Adam Blatner

Words and Images from the Mind of Adam Blatner

Metaphysical Explanations

Originally posted on September 4, 2013

(With a drawing at the end as an example.)

I’ve begun a new art form that mixes drawing and prose. Through this synthesis I attempt to explicate my version of how the cosmos is in an ongoing creative process. It’s poetic, not to be taken literally.

I seriously doubt that language as it operates today can begin to account for what is going on in the cosmos. A colleague, Dr. Susan Imholz, noted the way the late 19th and early 20th century came to idolize language and with it promoted the illusion that ultimate truth can be identified if only the definitions can be made carefully enough. What was idolized further was the capacity of the human mind to fully access deep understanding—the opposite of an apophatic stance—the recognition that ultimate truth far surpasses anything humans with their feeble brains could ever understand. It was an act of hubris, foolish, and worse, it eliminated poetry. Metaphor, Dr. Imholz suggested, might well take us a bit further than strict rationality.

Don’t get me wrong. I’m all for rationality when it supersedes rank muddy-mindedness and superstition. I have seen the way my magic-infused mind seeks to reduce conflict and generate illusions, and it’s not pretty. Occasionally superstition can lead to horrible results but often it’s just childishly pitiful. So learning to think critically and more rationally is progress, and I fear that few folks have done that very much.

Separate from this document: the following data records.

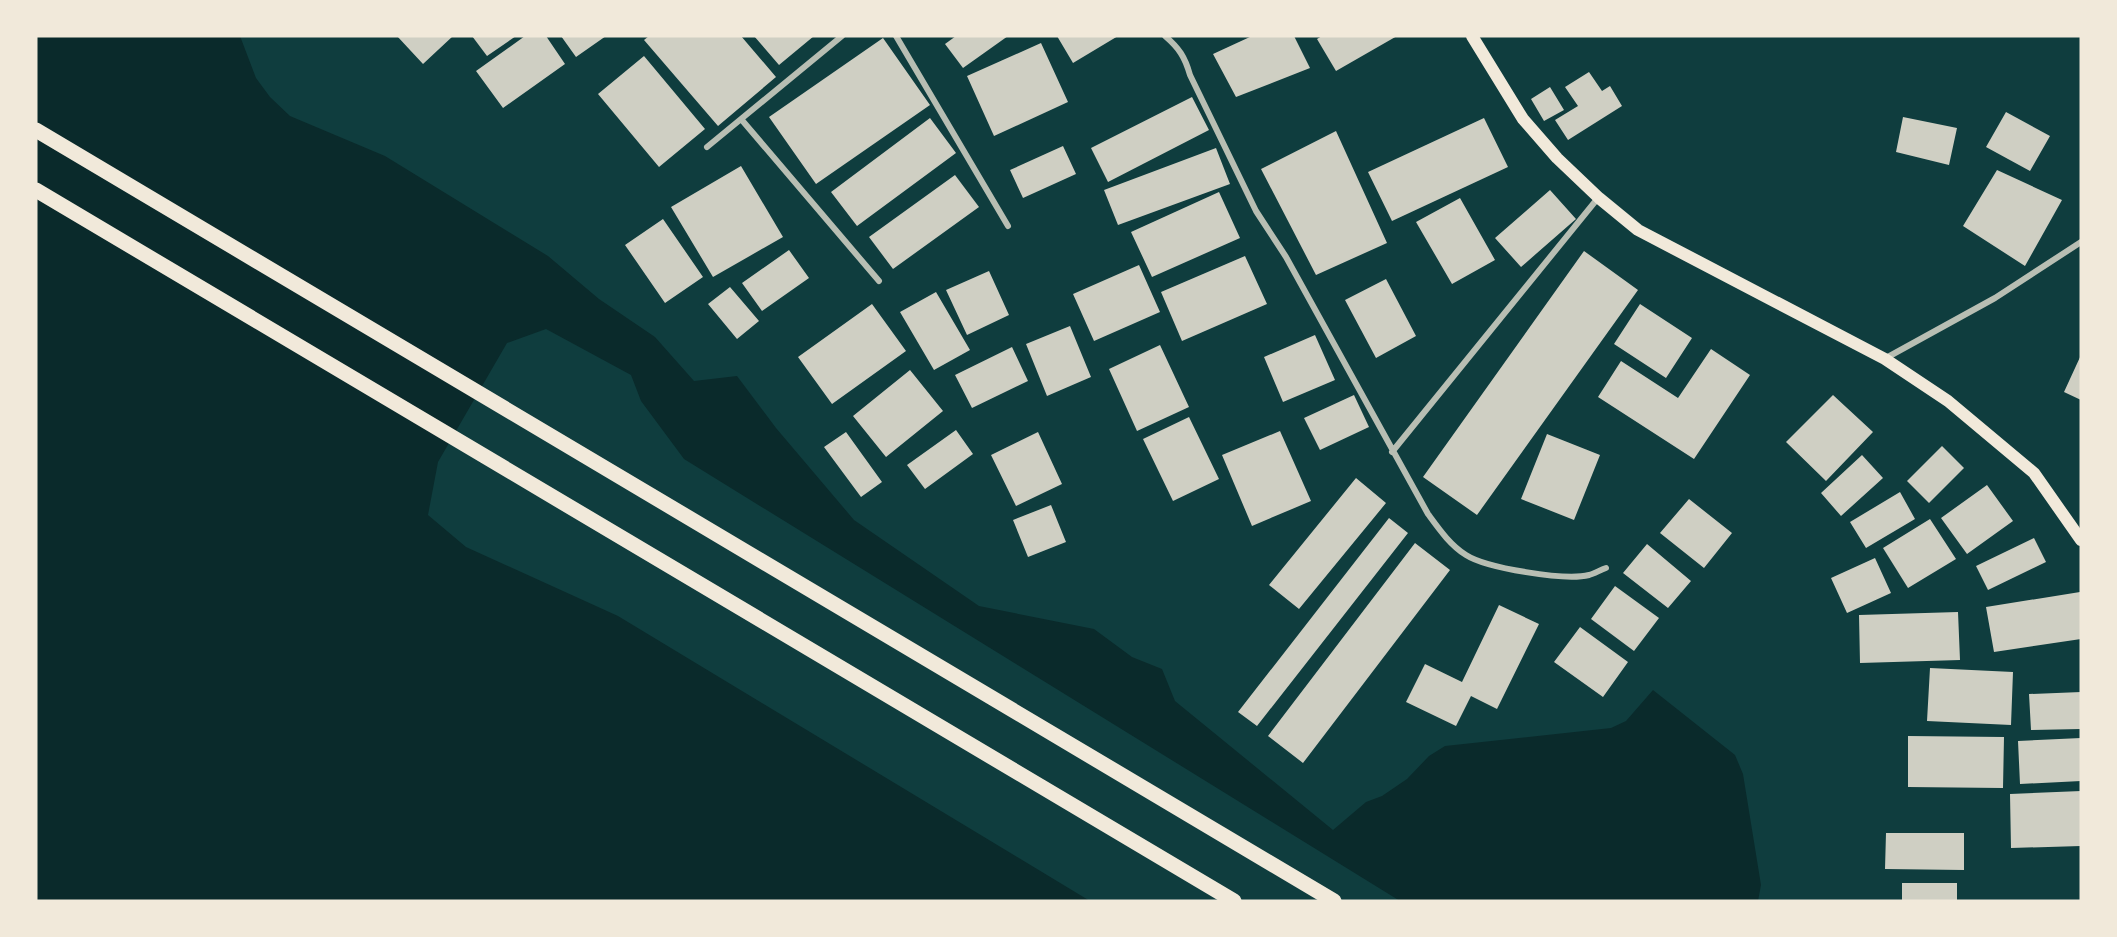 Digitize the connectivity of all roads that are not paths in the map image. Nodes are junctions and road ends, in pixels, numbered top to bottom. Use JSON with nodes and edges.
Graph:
{"nodes":[{"id":1,"x":842,"y":36,"type":"edge"},
{"id":2,"x":896,"y":36,"type":"edge"},
{"id":3,"x":1164,"y":36,"type":"edge"},
{"id":4,"x":1472,"y":36,"type":"edge"},
{"id":5,"x":741,"y":119,"type":"junction"},
{"id":6,"x":36,"y":130,"type":"edge"},
{"id":7,"x":707,"y":147,"type":"dead end"},
{"id":8,"x":36,"y":190,"type":"edge"},
{"id":9,"x":1599,"y":198,"type":"junction"},
{"id":10,"x":1008,"y":226,"type":"dead end"},
{"id":11,"x":2081,"y":242,"type":"edge"},
{"id":12,"x":879,"y":281,"type":"dead end"},
{"id":13,"x":1885,"y":359,"type":"junction"},
{"id":14,"x":1392,"y":452,"type":"junction"},
{"id":15,"x":2081,"y":540,"type":"edge"},
{"id":16,"x":1606,"y":568,"type":"dead end"},
{"id":17,"x":1233,"y":901,"type":"edge"},
{"id":18,"x":1334,"y":901,"type":"edge"}],
"edges":[{"from":1,"to":5,"type":"street"},
{"from":2,"to":10,"type":"street"},
{"from":3,"to":14,"type":"street"},
{"from":4,"to":9,"type":"main road"},
{"from":5,"to":7,"type":"street"},
{"from":5,"to":12,"type":"street"},
{"from":6,"to":18,"type":"main road"},
{"from":8,"to":17,"type":"main road"},
{"from":9,"to":13,"type":"main road"},
{"from":9,"to":14,"type":"street"},
{"from":11,"to":13,"type":"street"},
{"from":13,"to":15,"type":"main road"},
{"from":14,"to":16,"type":"street"}]}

However, philosophers are so enamored of the progress they have made of the differences between themselves and those caught in the mental slavery of the past that they overestimate the power and extent of their own rationality. Although reason-based philosophy is well ahead of mere folly, if it (philosophy as a field) stays too tightly to being definable and logical, it becomes dry and increasingly irrelevant. There’s a point at which, having shown some significant capacity to call oneself into question, to creatively synthesize some new ideas, there’s a point where dipping into metaphor and a kind of poetry may be necessary to continue the widening of human consciousness. Pascal noted that the heart has reasons that reason does not know, and it’s this inclusion of sentiment and aesthetics, of complexes that cannot be proven by argument, that I’m talking about.

Indeed, I’ve begun a series that I’ll post when it’s “ripe” titled “Explanations,” and I use my illustrations to evoke a deeper understanding. Illustrated philosophy with commentary may help to communicate what I suspect needs to be said. All this I say with a willingness to be curious about how I may be mistaken, so I welcome your input if you are so motivated.

This one, just as an example, is a picture of a mythic-abstract “cosmic mama giving birth: Indeed, so much in our world may be viewed as pregnant with possibilities, the simplest event leading to many consequences taken in different directions by different people living in different worlds. One may take a meal as fuel for writing an inspiring poem, another for giving to yet another, and a third fueled to get on with robbing a bank.